There were no significant differences in local-regional recurrence or distant metastasis between the two arms, nor in grade 3 or higher adverse events, the researchers reported.
“The addition of metformin to concurrent chemoradiation was well tolerated but did not improve survival among patients with unresectable stage III NSCLC,” Skinner and co-authors wrote, concluding that adding metformin to chemoradiotherapy in patients with locally advanced NSCLC “is not warranted.”
The OCOG-ALMERA (Ontario Clinical Oncology Group Advanced Lung Cancer Treatment With Metformin and Chemoradiotherapy) trial by Theodoros Tsakiridis, MD, PhD, of the Juravinski Cancer Center at McMaster University in Hamilton, and colleagues, found that adding metformin was associated with worse efficacy and increased toxicity compared with chemoradiotherapy alone.
The trial was stopped early, however, because of slow accrual, with just 54 patients randomized to either the experimental metformin arm (26 patients) or the control arm (28 patients) between 2014 and 2019.
The study was designed to enroll 96 patients to platinum-based chemotherapy concurrent with chest radiotherapy with or without consolidation chemotherapy, or the same treatment plus metformin at 2,000 mg/day during chemoradiotherapy and for up to 12 months afterwards. The authors set out to investigate the potential benefit of metformin given concurrently with chemoradiotherapy and continuing as consolidation therapy in patients with unresected locally advanced NSCLC.
The primary outcome was the proportion of patients who experienced a failure event, such as locoregional disease progression, distant metastases, death, or discontinuation of treatment, within 12 months.
Researchers found that of the 26 patients in the metformin arm, 18 experienced an event (69.2%) compared to 12 of 28 patients in the control arm (42.9%). The 1-year PFS rate was 34.8% (95% CI 16.6%-53.7%) in the metformin arm and 63.0% (95% CI 42.1%-78.1%) in the control arm (HR 2.42, 95% CI 1.14-5.10).
OS was 47.4% (95% CI 26.3%-65.9%) in the metformin arm and 85.2% (95% CI 65.2%-94.2%) in the control arm (HR 3.80, 95% CI 1.49-9.73).
In addition, 53% of patients in the metformin arm reported at least one grade 3 or higher adverse event (most commonly esophagitis and lung infections) compared with 25% of patients in the control arm.

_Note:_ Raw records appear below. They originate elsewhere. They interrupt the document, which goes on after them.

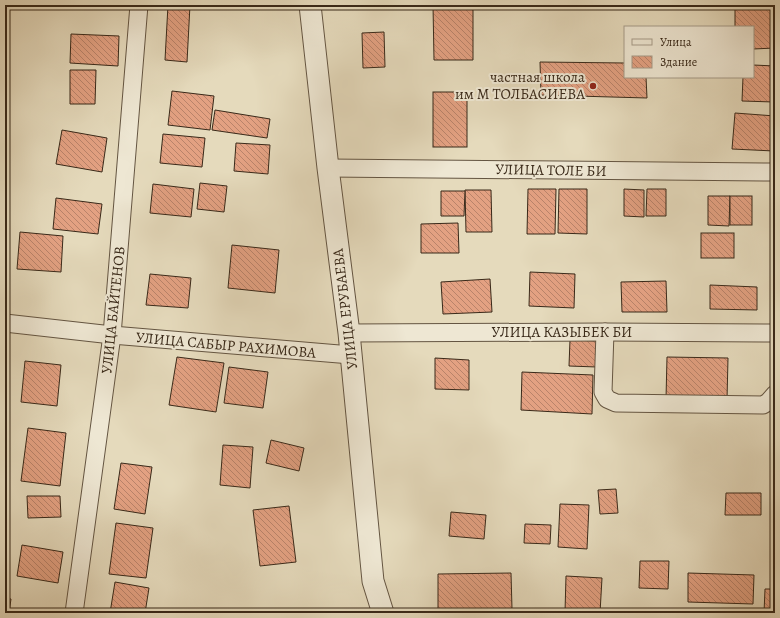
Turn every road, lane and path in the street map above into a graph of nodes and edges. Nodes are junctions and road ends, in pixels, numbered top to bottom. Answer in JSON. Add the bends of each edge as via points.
{"nodes":[{"id":1,"x":139,"y":5,"type":"edge"},
{"id":2,"x":310,"y":5,"type":"edge"},
{"id":3,"x":328,"y":168,"type":"junction"},
{"id":4,"x":775,"y":172,"type":"edge"},
{"id":5,"x":5,"y":323,"type":"edge"},
{"id":6,"x":605,"y":332,"type":"junction"},
{"id":7,"x":349,"y":333,"type":"junction"},
{"id":8,"x":775,"y":333,"type":"edge"},
{"id":9,"x":112,"y":335,"type":"junction"},
{"id":10,"x":351,"y":355,"type":"junction"},
{"id":11,"x":775,"y":394,"type":"edge"},
{"id":12,"x":74,"y":613,"type":"edge"},
{"id":13,"x":383,"y":613,"type":"edge"}],
"edges":[{"from":1,"to":9,"type":"street","name":"УЛИЦА БАЙТЕНОВ"},
{"from":2,"to":3,"type":"street","name":"УЛИЦА ЕРУБАЕВА"},
{"from":3,"to":4,"type":"street","name":"УЛИЦА ТОЛЕ БИ"},
{"from":3,"to":7,"type":"street","name":"УЛИЦА ЕРУБАЕВА"},
{"from":5,"to":9,"type":"street","name":"УЛИЦА САБЫР РАХИМОВА"},
{"from":6,"to":7,"type":"street","name":"УЛИЦА КАЗЫБЕК БИ"},
{"from":6,"to":8,"type":"street","name":"УЛИЦА КАЗЫБЕК БИ"},
{"from":6,"to":11,"type":"street","via":[[603,392],[607,399],[616,403],[763,404]]},
{"from":7,"to":10,"type":"street","name":"УЛИЦА ЕРУБАЕВА"},
{"from":9,"to":10,"type":"street","name":"УЛИЦА САБЫР РАХИМОВА"},
{"from":9,"to":12,"type":"street","name":"УЛИЦА БАЙТЕНОВ"},
{"from":10,"to":13,"type":"street","name":"УЛИЦА ЕРУБАЕВА","via":[[373,581]]}]}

“Based on these findings, metformin is not recommended in patients with [locally advanced]-NSCLC who do not have diabetes and are candidates for chemoradiotherapy,” Tsakiridis and colleagues concluded.
They noted that it was unclear why there was an increase in failure events with metformin, but suggested that the increased toxicity could have limited patients’ ability to receive the prescribed doses of chemoradiotherapy, that gross tumor volume and radiotherapy tumor volume were, on average, larger in the metformin group; and that metformin could have had properties that actually stimulated tumor growth.

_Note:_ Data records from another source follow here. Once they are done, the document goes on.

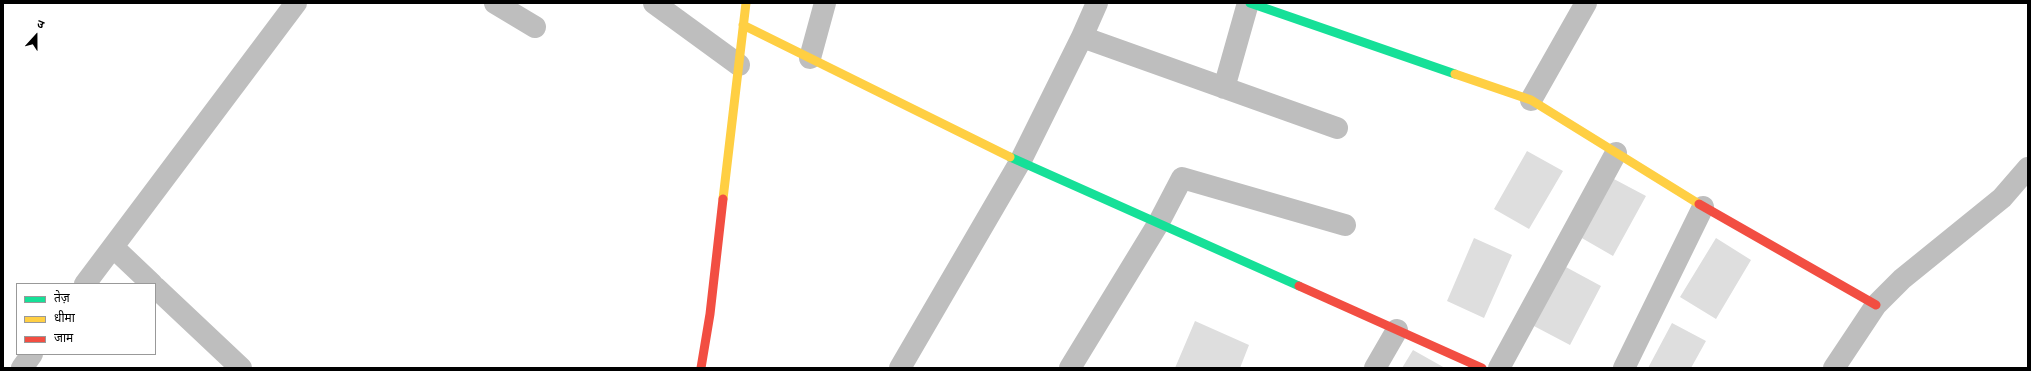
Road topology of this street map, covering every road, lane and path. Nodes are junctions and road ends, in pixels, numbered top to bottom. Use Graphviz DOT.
graph roads {
  1 [pos="296,3"];
  2 [pos="495,3"];
  3 [pos="654,3"];
  4 [pos="746,3"];
  5 [pos="825,3"];
  6 [pos="1097,3"];
  7 [pos="1249,3"];
  8 [pos="1586,3"];
  9 [pos="743,25"];
  10 [pos="535,27"];
  11 [pos="1082,37"];
  12 [pos="810,58"];
  13 [pos="740,65"];
  14 [pos="1224,88"];
  15 [pos="1531,100"];
  16 [pos="1337,128"];
  17 [pos="1616,153"];
  18 [pos="1020,162"];
  19 [pos="2028,168"];
  20 [pos="1703,207"];
  21 [pos="1158,224"];
  22 [pos="1345,225"];
  23 [pos="113,247"];
  24 [pos="86,283"];
  25 [pos="151,283"];
  26 [pos="156,288"];
  27 [pos="1876,306"];
  28 [pos="1398,330"];
  29 [pos="31,355"];
  30 [pos="22,368"];
  31 [pos="241,368"];
  32 [pos="701,368"];
  33 [pos="900,368"];
  34 [pos="1070,368"];
  35 [pos="1375,368"];
  36 [pos="1482,368"];
  37 [pos="1499,368"];
  38 [pos="1624,368"];
  39 [pos="1834,368"];
  1 -- 23 [label="street"];
  2 -- 10 [label="street"];
  3 -- 13 [label="street"];
  4 -- 9 [label="street"];
  5 -- 12 [label="street"];
  6 -- 11 [label="street"];
  7 -- 14 [label="street"];
  7 -- 15 [label="street"];
  8 -- 15 [label="street"];
  9 -- 12 [label="street"];
  9 -- 13 [label="street"];
  11 -- 14 [label="street"];
  11 -- 18 [label="street"];
  12 -- 18 [label="street"];
  13 -- 32 [label="street"];
  14 -- 16 [label="street"];
  15 -- 17 [label="street"];
  17 -- 20 [label="street"];
  17 -- 37 [label="street"];
  18 -- 21 [label="street"];
  18 -- 33 [label="street"];
  19 -- 27 [label="street"];
  20 -- 27 [label="street"];
  20 -- 38 [label="street"];
  21 -- 22 [label="street"];
  21 -- 28 [label="street"];
  21 -- 34 [label="street"];
  23 -- 24 [label="street"];
  23 -- 25 [label="street"];
  26 -- 31 [label="street"];
  27 -- 39 [label="street"];
  28 -- 35 [label="street"];
  28 -- 36 [label="street"];
  29 -- 30 [label="street"];
}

In an accompanying commentary about both studies, Chukwuka Eze, MD, of University Hospital Ludwig-Maximilians-University in Munich, Germany, and colleagues, suggested that despite the negative results of the two studies there may still be a role for metformin in selected patients with NSCLC, such as those with KRAS/LKB1-mutated tumors or with elevated fluorodeoxyglucose metabolism.
Related to that, Skinner and co-authors in their study mentioned a recent phase II randomized trial that combined metformin with tyrosine kinase inhibitors in NSCLC showing that the combination “significantly prolonged PFS and OS, without significantly increasing adverse events.”

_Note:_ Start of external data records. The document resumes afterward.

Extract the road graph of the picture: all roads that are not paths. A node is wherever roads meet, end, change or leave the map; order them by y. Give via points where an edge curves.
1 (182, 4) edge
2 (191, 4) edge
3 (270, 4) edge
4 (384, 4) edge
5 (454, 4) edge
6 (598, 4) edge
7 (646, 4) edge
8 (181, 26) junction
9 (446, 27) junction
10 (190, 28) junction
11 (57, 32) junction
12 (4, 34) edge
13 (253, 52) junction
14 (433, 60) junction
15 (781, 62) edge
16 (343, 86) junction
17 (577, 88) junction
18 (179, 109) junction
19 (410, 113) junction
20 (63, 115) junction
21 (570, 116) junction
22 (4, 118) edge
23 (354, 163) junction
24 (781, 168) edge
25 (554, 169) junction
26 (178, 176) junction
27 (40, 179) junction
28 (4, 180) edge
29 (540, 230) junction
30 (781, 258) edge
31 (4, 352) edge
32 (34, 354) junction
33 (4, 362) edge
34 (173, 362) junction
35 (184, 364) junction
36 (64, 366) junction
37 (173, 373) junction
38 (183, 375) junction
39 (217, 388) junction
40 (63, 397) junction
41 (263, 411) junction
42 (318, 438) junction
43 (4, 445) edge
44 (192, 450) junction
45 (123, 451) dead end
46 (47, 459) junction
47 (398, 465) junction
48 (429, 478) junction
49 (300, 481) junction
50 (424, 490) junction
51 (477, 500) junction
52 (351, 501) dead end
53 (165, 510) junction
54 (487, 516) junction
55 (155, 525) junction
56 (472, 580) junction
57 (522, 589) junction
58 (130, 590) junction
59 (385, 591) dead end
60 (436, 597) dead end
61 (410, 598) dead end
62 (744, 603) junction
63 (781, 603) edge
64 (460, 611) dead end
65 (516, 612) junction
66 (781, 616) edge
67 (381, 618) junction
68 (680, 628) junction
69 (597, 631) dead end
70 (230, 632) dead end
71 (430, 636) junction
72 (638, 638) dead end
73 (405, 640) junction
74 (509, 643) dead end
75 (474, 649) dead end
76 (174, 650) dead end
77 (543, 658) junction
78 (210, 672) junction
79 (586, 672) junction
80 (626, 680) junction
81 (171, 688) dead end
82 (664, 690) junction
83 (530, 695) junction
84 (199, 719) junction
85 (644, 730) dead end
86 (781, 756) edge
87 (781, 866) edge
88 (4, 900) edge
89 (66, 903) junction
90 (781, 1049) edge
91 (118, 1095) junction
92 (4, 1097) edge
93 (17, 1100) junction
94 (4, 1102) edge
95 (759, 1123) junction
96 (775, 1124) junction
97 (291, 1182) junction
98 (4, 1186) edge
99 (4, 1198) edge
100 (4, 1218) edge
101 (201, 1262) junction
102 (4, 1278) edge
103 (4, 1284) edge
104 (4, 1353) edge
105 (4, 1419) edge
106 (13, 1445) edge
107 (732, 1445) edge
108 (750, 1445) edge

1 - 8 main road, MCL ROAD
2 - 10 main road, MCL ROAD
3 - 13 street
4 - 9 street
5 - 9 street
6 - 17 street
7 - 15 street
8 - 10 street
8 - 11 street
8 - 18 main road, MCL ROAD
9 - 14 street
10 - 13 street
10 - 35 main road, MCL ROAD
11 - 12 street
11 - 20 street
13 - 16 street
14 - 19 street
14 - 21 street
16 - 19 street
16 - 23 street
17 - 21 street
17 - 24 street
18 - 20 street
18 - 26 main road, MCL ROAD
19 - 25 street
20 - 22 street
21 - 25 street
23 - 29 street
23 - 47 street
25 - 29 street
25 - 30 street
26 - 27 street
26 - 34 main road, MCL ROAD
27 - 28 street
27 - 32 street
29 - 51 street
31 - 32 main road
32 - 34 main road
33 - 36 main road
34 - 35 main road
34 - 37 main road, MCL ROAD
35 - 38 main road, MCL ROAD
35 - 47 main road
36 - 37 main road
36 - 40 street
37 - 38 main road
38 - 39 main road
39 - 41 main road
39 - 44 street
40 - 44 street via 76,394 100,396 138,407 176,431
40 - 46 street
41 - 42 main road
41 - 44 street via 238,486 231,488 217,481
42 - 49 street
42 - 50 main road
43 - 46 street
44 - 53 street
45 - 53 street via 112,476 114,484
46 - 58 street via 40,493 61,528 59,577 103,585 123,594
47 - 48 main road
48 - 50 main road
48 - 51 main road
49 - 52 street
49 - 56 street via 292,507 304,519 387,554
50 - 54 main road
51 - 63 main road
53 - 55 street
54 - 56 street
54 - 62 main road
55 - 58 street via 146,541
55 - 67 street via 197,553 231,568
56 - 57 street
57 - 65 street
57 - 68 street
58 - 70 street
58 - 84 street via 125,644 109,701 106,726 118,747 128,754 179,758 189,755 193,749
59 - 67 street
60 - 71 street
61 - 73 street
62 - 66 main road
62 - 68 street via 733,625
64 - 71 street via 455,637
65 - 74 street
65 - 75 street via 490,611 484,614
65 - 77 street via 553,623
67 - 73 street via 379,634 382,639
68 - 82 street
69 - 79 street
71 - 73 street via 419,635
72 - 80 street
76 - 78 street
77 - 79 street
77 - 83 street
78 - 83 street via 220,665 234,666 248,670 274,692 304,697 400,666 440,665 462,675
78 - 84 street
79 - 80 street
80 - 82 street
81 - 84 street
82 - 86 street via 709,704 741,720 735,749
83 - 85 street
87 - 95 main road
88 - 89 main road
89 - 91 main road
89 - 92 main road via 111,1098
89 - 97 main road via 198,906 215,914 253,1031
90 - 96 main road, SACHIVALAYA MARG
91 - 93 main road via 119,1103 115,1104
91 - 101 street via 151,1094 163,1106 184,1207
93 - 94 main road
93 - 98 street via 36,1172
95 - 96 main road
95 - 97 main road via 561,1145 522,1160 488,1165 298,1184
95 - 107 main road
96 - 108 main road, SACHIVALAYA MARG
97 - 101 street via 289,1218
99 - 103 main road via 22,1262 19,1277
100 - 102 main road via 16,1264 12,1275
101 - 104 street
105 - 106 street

In addition, several ongoing trials are investigating combining metformin with immune checkpoint inhibitors, Skinner and colleagues noted.
OCOG-ALMERA was sponsored by the Ontario Clinical Oncology Group.
NRG-LU001 was supported by grants from the NCI.
Tsakiridis reported a grant from Sanofi Canada for prostate cancer research.
Skinner reported research funding from the NCI and the National Institute of Dental and Craniofacial Research; co-authors reported relationships with industry.
Eze reported no disclosures; a co-author reported an institutional research grant from AstraZeneca.